The therapeutic relationship is built on trust. In some cases this can be won quickly, if the therapist is genuinely caring and accurately empathetic. With other clients trust is earned gradually, over time. It may take a while before a client discloses the real reason he entered therapy. In my early days as a therapist I was surprised at how quickly some clients disclosed intimate details of their lives to me, a man they barely knew. I came to realize that, although some clients already had someone in their lives with whom they could be (non-sexually) intimate, others were starving for what they encountered in therapy: a genuinely caring person who listened carefully to what they had to say, and seemed to understand them and their problems.

I’ve known a lot of people who were hungry for emotional intimacy, for someone in their lives with whom they could get “emotionally naked” without fear of being judged or lectured-to. Those who have such a person (or persons) in their lives – whether a friend, sibling, spouse, aunt, spiritual counselor, whomever – recognize emotional intimacy when they encounter it in therapy. Getting closure at the termination of treatment can be easier with such clients, because they have one or more persons in their lives who meet their intimacy needs. With clients who first discovered intimate dialogue with their therapist – to whom it was a revelation – there’s a danger that they’ll want to prolong treatment, to continue the dialogue. With such clients I’ve validated their ongoing need for intimacy after termination, and coached them on developing trusting, emotionally intimate relationships within their circle of family and friends. To paraphrase an old milk ad, “You never outgrow your need for intimacy.”

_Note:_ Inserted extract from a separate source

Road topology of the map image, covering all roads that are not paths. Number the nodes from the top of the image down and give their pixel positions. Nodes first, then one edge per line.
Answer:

The therapeutic relationship isn’t a friendship, although it might feel like one to the client. The relationship may be characterized by warmth and genuineness, as in a friendship; but it’s up to the therapist to remain aware that it’s a professional, not a personal, relationship. A good friendship benefits both friends more-or-less equally. As a therapist, you’re there for the client’s benefit, not your own. You can’t necessarily be expected to be completely objective about a friend, while a therapist always strives to maintain her objectivity. Lastly, a therapist is always aware that the relationship is time-limited. At some point, it must end.

An effective therapist plans for termination from the first session, asking questions such as, “How will you know when the goals we’ve discussed have been adequately met?” or “Do you want to agree to ten sessions, then we’ll decide if you need more?” or “How many sessions do you think it might take for you to meet your goal?” In a sense, the therapist is there to facilitate behaviors that will at some point make her further assistance unnecessary.

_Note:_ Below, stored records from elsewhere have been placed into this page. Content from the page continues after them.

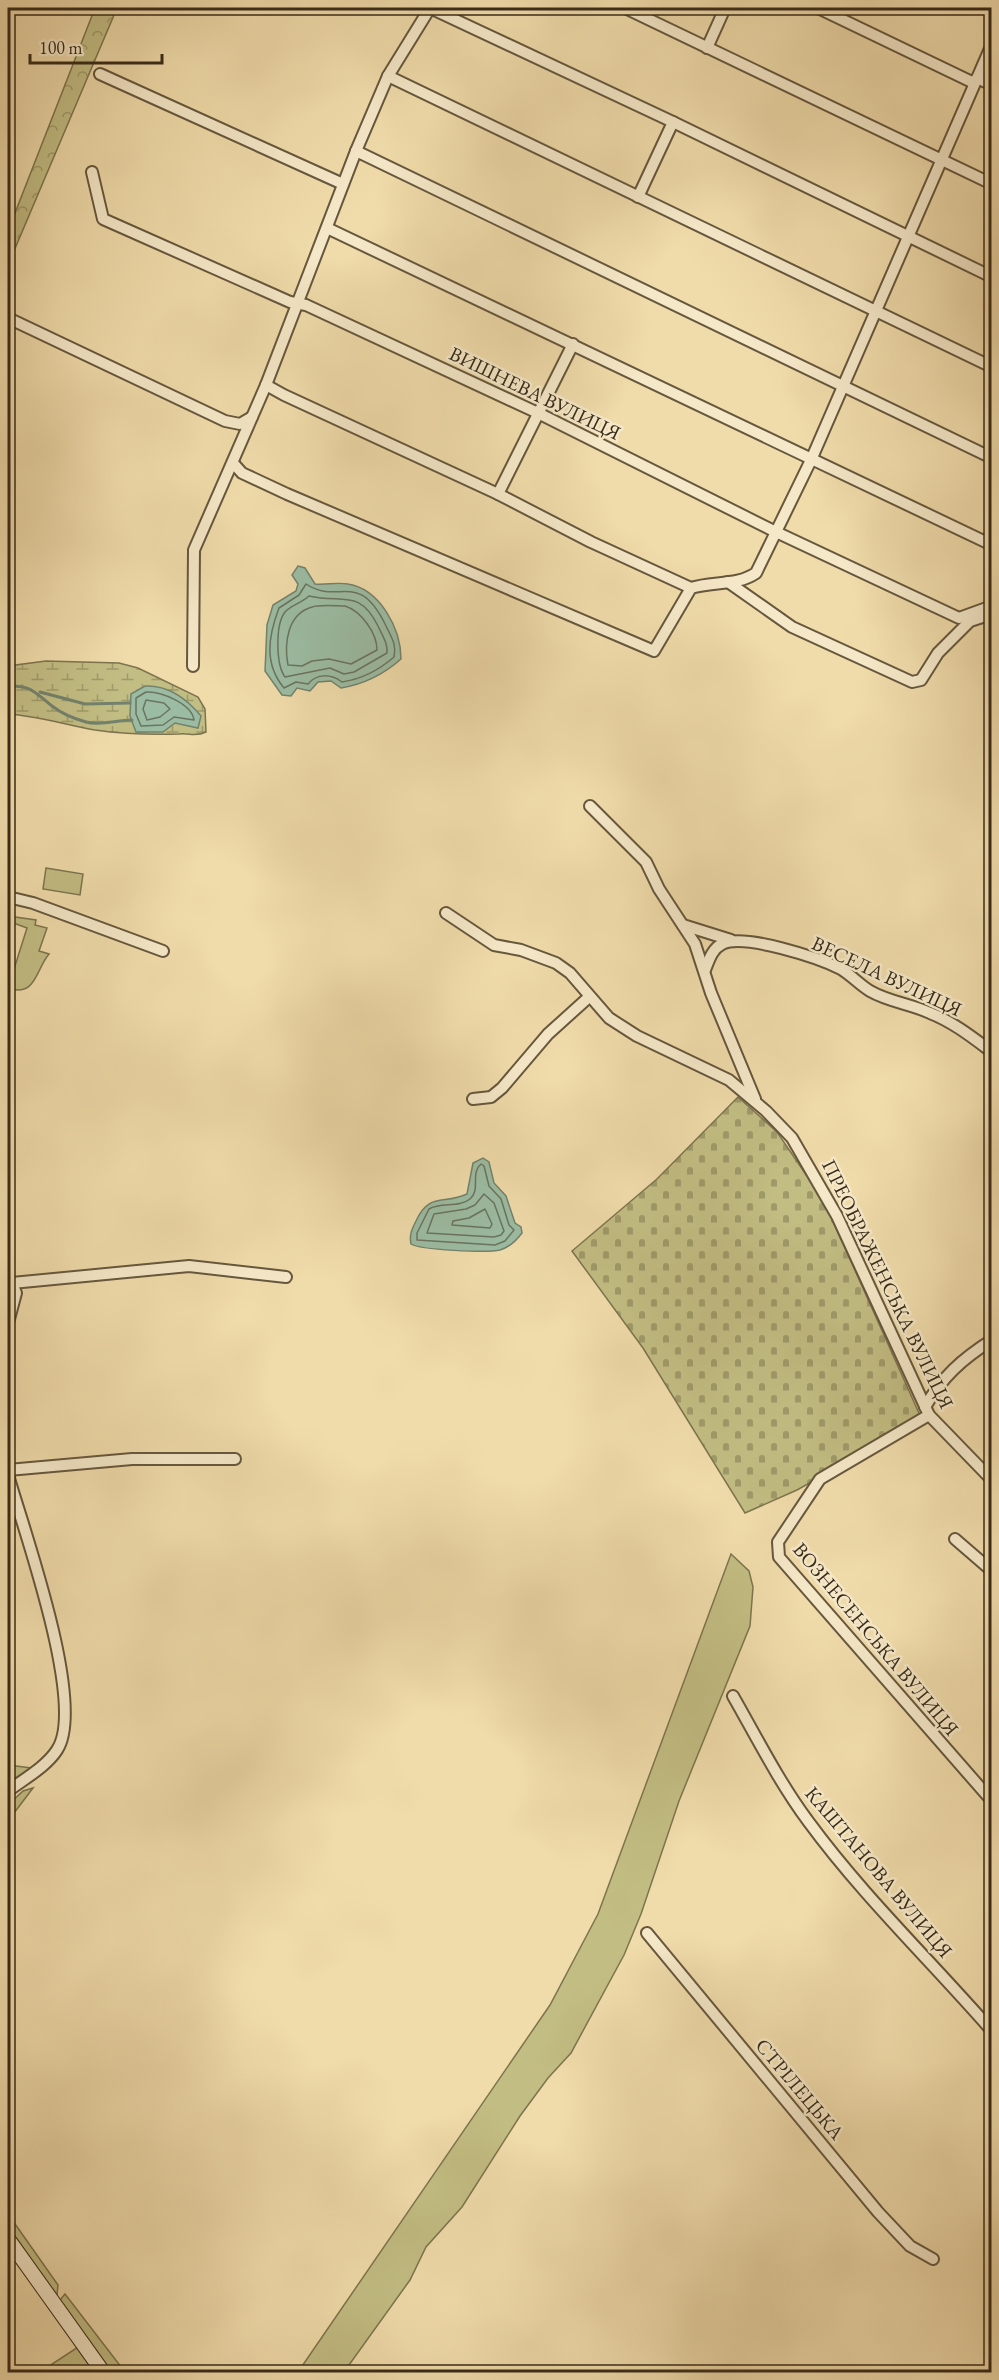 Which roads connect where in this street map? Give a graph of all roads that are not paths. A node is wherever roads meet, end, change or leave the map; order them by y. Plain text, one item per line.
1 (430, 8) edge
2 (625, 8) edge
3 (725, 8) edge
4 (818, 8) edge
5 (992, 44) edge
6 (707, 48) junction
7 (100, 74) dead end
8 (388, 76) junction
9 (976, 80) junction
10 (992, 85) edge
11 (673, 122) junction
12 (356, 151) junction
13 (942, 159) junction
14 (92, 172) dead end
15 (343, 183) junction
16 (992, 183) edge
17 (638, 196) junction
18 (327, 228) junction
19 (907, 234) junction
20 (992, 277) edge
21 (299, 304) junction
22 (875, 311) junction
23 (8, 318) edge
24 (573, 344) junction
25 (992, 367) edge
26 (266, 385) junction
27 (842, 386) junction
28 (538, 413) junction
29 (252, 417) junction
30 (992, 458) edge
31 (810, 460) junction
32 (232, 464) junction
33 (498, 494) junction
34 (776, 532) junction
35 (992, 545) edge
36 (728, 582) junction
37 (691, 588) junction
38 (992, 606) edge
39 (992, 614) edge
40 (193, 666) dead end
41 (590, 806) dead end
42 (8, 897) edge
43 (446, 913) dead end
44 (683, 925) junction
45 (732, 941) junction
46 (163, 951) dead end
47 (705, 970) junction
48 (589, 997) junction
49 (992, 1052) edge
50 (473, 1099) dead end
51 (756, 1101) junction
52 (286, 1277) dead end
53 (10, 1282) edge
54 (8, 1323) edge
55 (992, 1340) edge
56 (927, 1411) junction
57 (235, 1459) dead end
58 (8, 1470) edge
59 (8, 1474) edge
60 (992, 1480) edge
61 (955, 1539) dead end
62 (992, 1571) edge
63 (733, 1696) dead end
64 (8, 1791) edge
65 (992, 1801) edge
66 (647, 1933) dead end
67 (992, 2031) edge
68 (8, 2239) edge
69 (933, 2259) dead end
70 (103, 2373) edge

1 - 8 street
1 - 11 street
2 - 6 street
3 - 6 street
4 - 9 street
5 - 9 street
6 - 13 street
7 - 15 street
8 - 12 street
8 - 17 street
9 - 10 street
9 - 13 street
11 - 17 street
11 - 19 street
12 - 15 street
12 - 27 street
13 - 16 street
13 - 19 street
14 - 21 street, ВИШНЕВА ВУЛИЦЯ
15 - 18 street
17 - 22 street
18 - 21 street
18 - 24 street
19 - 20 street
19 - 22 street
21 - 26 street
21 - 28 street, ВИШНЕВА ВУЛИЦЯ
22 - 25 street
22 - 27 street
23 - 29 street
24 - 28 street
24 - 31 street
26 - 29 street
26 - 33 street
27 - 30 street
27 - 31 street
28 - 33 street
28 - 34 street, ВИШНЕВА ВУЛИЦЯ
29 - 32 street
31 - 34 street
31 - 35 street
32 - 37 street
32 - 40 street
33 - 37 street
34 - 36 street
34 - 38 street, ВИШНЕВА ВУЛИЦЯ
36 - 37 street
36 - 39 street
41 - 44 street, ПРЕОБРАЖЕНСЬКА ВУЛИЦЯ
42 - 46 street
43 - 48 street, ПРЕОБРАЖЕНСЬКА ВУЛИЦЯ
44 - 45 street, ВЕСЕЛА ВУЛИЦЯ
44 - 47 street, ПРЕОБРАЖЕНСЬКА ВУЛИЦЯ
45 - 47 street
45 - 49 street, ВЕСЕЛА ВУЛИЦЯ
47 - 51 street, ПРЕОБРАЖЕНСЬКА ВУЛИЦЯ
48 - 50 street
48 - 51 street, ПРЕОБРАЖЕНСЬКА ВУЛИЦЯ
51 - 56 street, ПРЕОБРАЖЕНСЬКА ВУЛИЦЯ
52 - 53 street
53 - 54 street
55 - 56 street
56 - 60 street, ПРЕОБРАЖЕНСЬКА ВУЛИЦЯ
56 - 65 street, ВОЗНЕСЕНСЬКА ВУЛИЦЯ
57 - 58 street
59 - 64 street
61 - 62 street
63 - 67 street, КАШТАНОВА ВУЛИЦЯ
66 - 69 street, СТРІЛЕЦЬКА
68 - 70 street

The time to terminate therapy is usually a mutual decision. Termination issues are worked on in the final sessions, with the goal of “closure” – which may include not having  any “unfinished business” between therapist and client. When I’ve heard clients credit me with the changes they’ve made, I’ve handed the credit right back: “You did the hard work. I just helped out.” One of the most rewarding things a therapist can hear from a client who appears to have reached his treatment goals is, “I want to thank you for your help, but I’ve gotten what I needed from therapy. This will be my last session.” A general goal of every therapy is to increase the client’s autonomy. If a client has become dependent on his therapist and wishes to unnecessarily extend therapy, the therapist’s final goal is to convince him that she’s no longer needed.

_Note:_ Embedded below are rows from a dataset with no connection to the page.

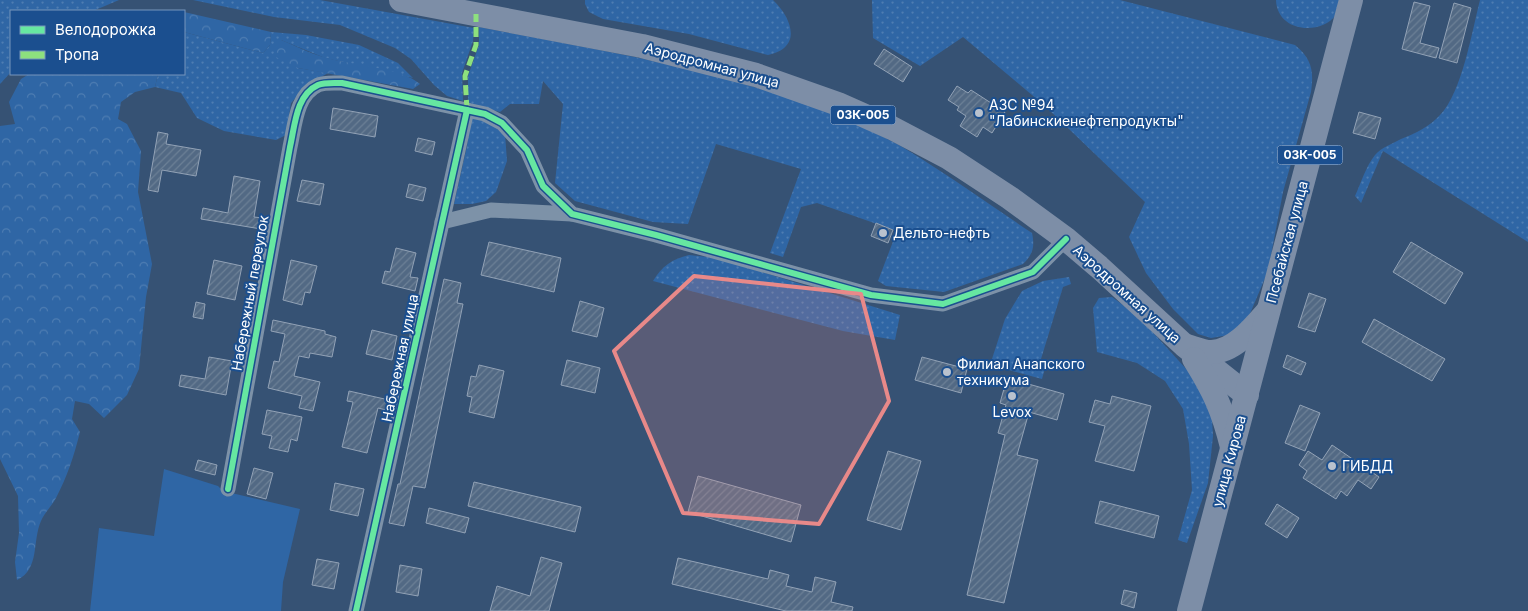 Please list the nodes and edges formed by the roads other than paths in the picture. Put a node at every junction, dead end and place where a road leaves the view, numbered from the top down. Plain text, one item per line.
1 (401, 0) edge
2 (1351, 0) edge
3 (466, 110) junction
4 (572, 214) junction
5 (442, 222) junction
6 (1066, 239) junction
7 (1269, 310) junction
8 (1184, 345) junction
9 (1247, 394) junction
10 (1232, 450) junction
11 (228, 489) dead end
12 (356, 611) edge
13 (1188, 611) edge

1 - 6 main road, Аэродромная улица / 03К-005
2 - 7 main road, Псебайская улица / 03К-005
3 - 4 street
3 - 5 street, Набережная улица
3 - 11 street, Набережный переулок
4 - 5 street
4 - 6 street
5 - 12 street, Набережная улица
6 - 8 main road, Аэродромная улица / 03К-005
7 - 8 main road, Аэродромная улица / 03К-005
7 - 9 main road, улица Кирова / 03К-005
8 - 9 main road, Аэродромная улица / 03К-005
8 - 10 main road, Аэродромная улица
9 - 10 main road, улица Кирова
10 - 13 main road, улица Кирова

Finally, I need to clarify something I said earlier: that the therapist isn’t in a therapeutic relationship for her own benefit. I mean that this is something she needs to keep in mind, not that therapists don’t benefit from their intimate dialogues with clients. My own life has been enriched by the candor and courage of many people who’ve trusted me to help them help themselves. Some I have genuinely admired. I’m very grateful to the people I worked with in therapy, who taught me new things about what it means to be human.